Everything she has learnt has been her own idea.
If she wants to do something – she watches how others do it.
If no-one else is doing it – she will figure it out for herself.
If she wants to be shown – she asks someone to show her: “Can you write the letters in your name please Mummy, for me to copy?”
She picks things up and runs with them.
This is how she learns.
I do not know if this is how all children learn. I do not know if this way of learning is the best way for all children. I am not, by any stretch of the imagination, an expert on learning. Or teaching. And I do not believe that home-educating is right for all families, or all children. In fact, I feel sure that for a lot of children, school education is the very best choice, the perfect fit, and I have seen in my own career that many children thrive in school and are very successful.

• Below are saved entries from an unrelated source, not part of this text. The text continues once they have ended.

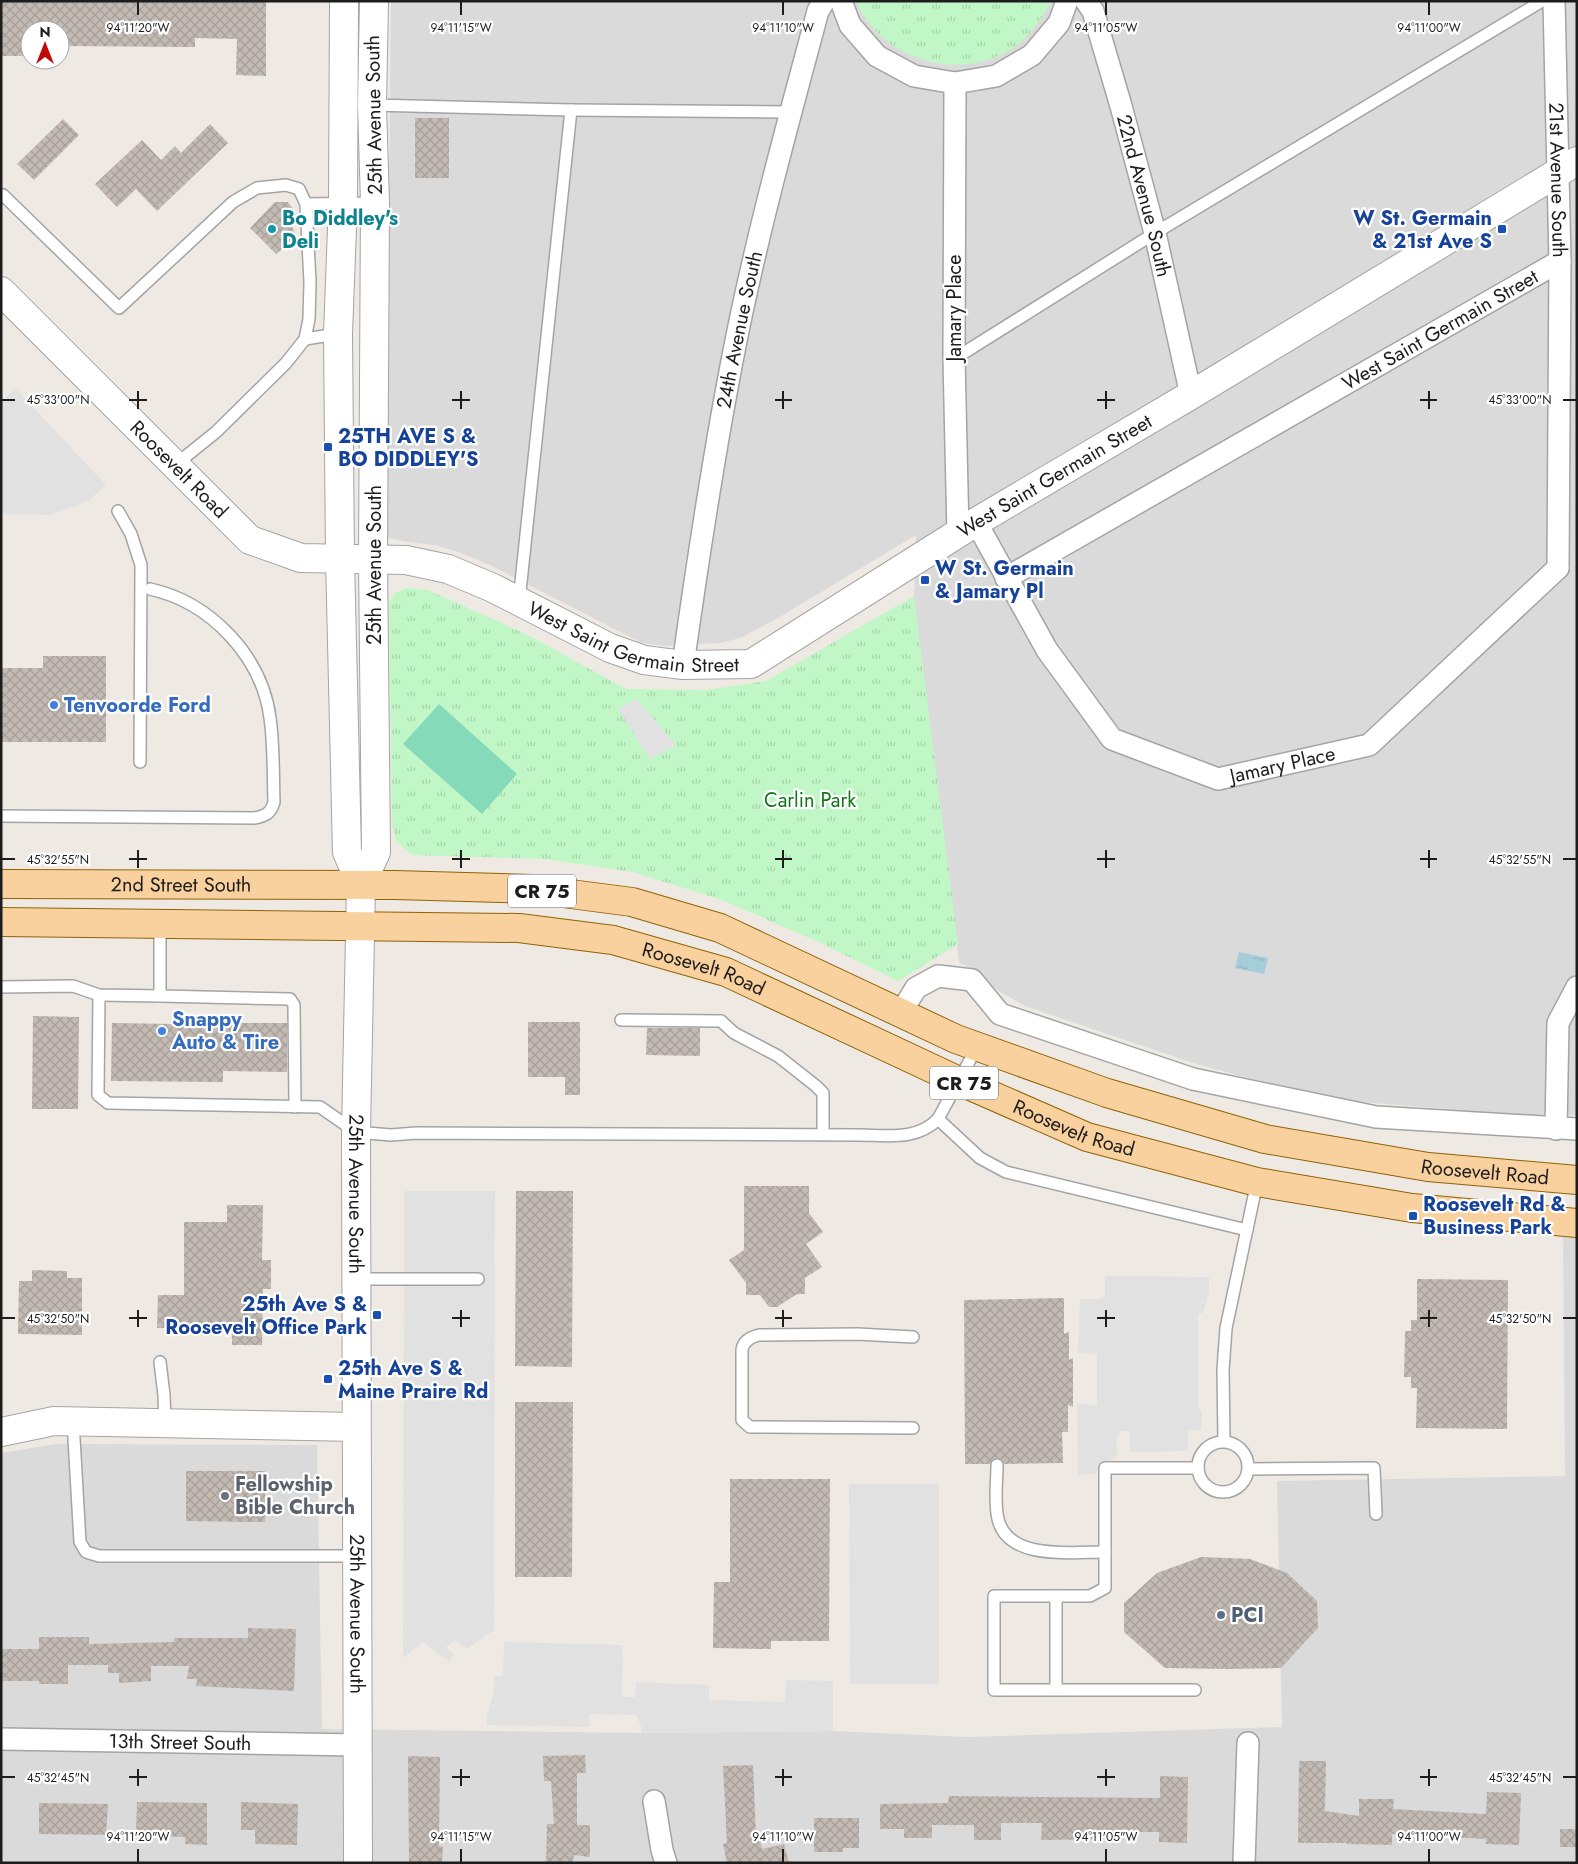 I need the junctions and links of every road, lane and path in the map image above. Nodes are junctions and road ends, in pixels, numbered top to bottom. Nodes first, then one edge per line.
1 (344, 1) edge
2 (374, 1) edge
3 (824, 1) edge
4 (841, 1) edge
5 (1067, 1) edge
6 (1086, 1) edge
7 (1542, 1) edge
8 (1554, 1) edge
9 (955, 83) junction
10 (372, 105) junction
11 (571, 110) junction
12 (791, 112) junction
13 (1567, 167) edge
14 (2, 194) edge
15 (343, 202) junction
16 (375, 203) junction
17 (306, 204) junction
18 (1155, 233) junction
19 (1560, 260) junction
20 (1, 291) edge
21 (338, 334) junction
22 (305, 339) junction
23 (954, 359) junction
24 (1192, 395) junction
25 (175, 466) junction
26 (118, 511) dead end
27 (967, 528) junction
28 (340, 558) junction
29 (373, 558) junction
30 (1567, 568) edge
31 (1006, 578) junction
32 (150, 589) dead end
33 (519, 601) junction
34 (683, 665) junction
35 (140, 762) dead end
36 (1, 816) edge
37 (1, 884) edge
38 (361, 885) junction
39 (1, 922) edge
40 (160, 925) junction
41 (361, 927) junction
42 (1, 987) edge
43 (1577, 987) edge
44 (99, 995) junction
45 (160, 996) junction
46 (900, 1014) junction
47 (621, 1020) dead end
48 (977, 1047) junction
49 (959, 1081) junction
50 (295, 1107) junction
51 (938, 1119) junction
52 (1566, 1129) edge
53 (356, 1132) junction
54 (823, 1134) junction
55 (1577, 1180) edge
56 (1257, 1182) junction
57 (1577, 1223) edge
58 (1247, 1230) junction
59 (356, 1279) junction
60 (478, 1279) dead end
61 (913, 1337) dead end
62 (160, 1362) dead end
63 (63, 1421) junction
64 (165, 1423) junction
65 (356, 1427) junction
66 (912, 1428) dead end
67 (1, 1432) edge
68 (1224, 1441) junction
69 (997, 1465) dead end
70 (1198, 1468) junction
71 (1249, 1469) junction
72 (1376, 1514) dead end
73 (1105, 1552) junction
74 (357, 1556) junction
75 (1056, 1596) junction
76 (1056, 1689) junction
77 (1195, 1690) dead end
78 (1, 1739) edge
79 (1248, 1743) dead end
80 (358, 1745) junction
81 (654, 1801) dead end
82 (358, 1863) edge
83 (666, 1863) edge
84 (1244, 1863) edge

1 - 15 street, 25th Avenue South
2 - 10 street, 25th Avenue South
3 - 12 street, 24th Avenue South
4 - 9 street
5 - 9 street
6 - 18 street, 22nd Avenue South
7 - 18 lane
8 - 13 street, 21st Avenue South
9 - 23 street, Jamary Place
10 - 11 lane
10 - 16 street, 25th Avenue South
11 - 12 lane
11 - 33 lane
12 - 34 street, 24th Avenue South
13 - 19 street, 21st Avenue South
13 - 24 street, West Saint Germain Street
14 - 17 lane
15 - 16 lane
15 - 17 lane
15 - 21 street, 25th Avenue South
16 - 29 street, 25th Avenue South
17 - 22 lane
18 - 23 lane
18 - 24 street, 22nd Avenue South
19 - 30 street, 21st Avenue South
19 - 31 street, West Saint Germain Street
20 - 25 street, Roosevelt Road
21 - 22 lane
21 - 28 street, 25th Avenue South
22 - 25 lane
23 - 27 street, Jamary Place
24 - 27 street, West Saint Germain Street
25 - 28 street, Roosevelt Road
26 - 35 lane
27 - 31 street, Jamary Place
27 - 34 street, West Saint Germain Street
28 - 29 street, West Saint Germain Street
28 - 38 street, 25th Avenue South
29 - 33 street, West Saint Germain Street
29 - 38 street, 25th Avenue South
30 - 31 street, Jamary Place
32 - 36 lane
33 - 34 street, West Saint Germain Street
37 - 38 main road, 2nd Street South / CR 75
38 - 41 street, 25th Avenue South
38 - 46 main road, Roosevelt Road / CR 75
39 - 40 main road, 2nd Street South / CR 75
40 - 41 main road, 2nd Street South / CR 75
40 - 45 lane
41 - 49 main road, Roosevelt Road / CR 75
41 - 53 street, 25th Avenue South
42 - 44 lane
43 - 52 street
44 - 45 lane
44 - 50 lane
45 - 50 lane
46 - 48 main road, Roosevelt Road / CR 75
46 - 52 street
47 - 54 lane
48 - 49 lane
48 - 55 main road, Roosevelt Road / CR 75
49 - 51 lane
49 - 56 main road, Roosevelt Road / CR 75
50 - 53 lane
51 - 54 lane
51 - 58 lane
53 - 54 lane
53 - 59 street, 25th Avenue South
56 - 57 main road, Roosevelt Road / CR 75
56 - 58 lane
58 - 68 lane
59 - 60 lane
59 - 65 street, 25th Avenue South
61 - 66 lane
62 - 64 lane
63 - 64 street
63 - 67 street
63 - 74 lane
64 - 65 street
65 - 74 street, 25th Avenue South
68 - 70 lane
68 - 71 lane
69 - 73 lane
70 - 71 lane
70 - 73 lane
71 - 72 lane
73 - 75 lane
74 - 80 street, 25th Avenue South
75 - 76 lane
75 - 76 lane
76 - 77 lane
78 - 80 street, 13th Street South
79 - 84 street
80 - 82 street, 25th Avenue South
81 - 83 street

I am not an expert on education.
But I AM an expert on my daughter. Or at least, more of an expert than any other teacher that she would have in a classroom could EVER be. And for us, and for our daughter, I firmly believe that school is not the best way to learn. I have watched how she learns. I have lived it. And I just don’t think school will fit. For us.
This is why, 6 days from now, when the deadline for school admissions comes and goes, I won’t be stressing. I will smile inwardly, knowing beyond doubt that we are making the right choice, before I get reabsorbed in whatever our family are up to on that day.
Yes, it may be a milestone. But when you learn through every-day life, and each day brings new discoveries and revelations, every day is a milestone.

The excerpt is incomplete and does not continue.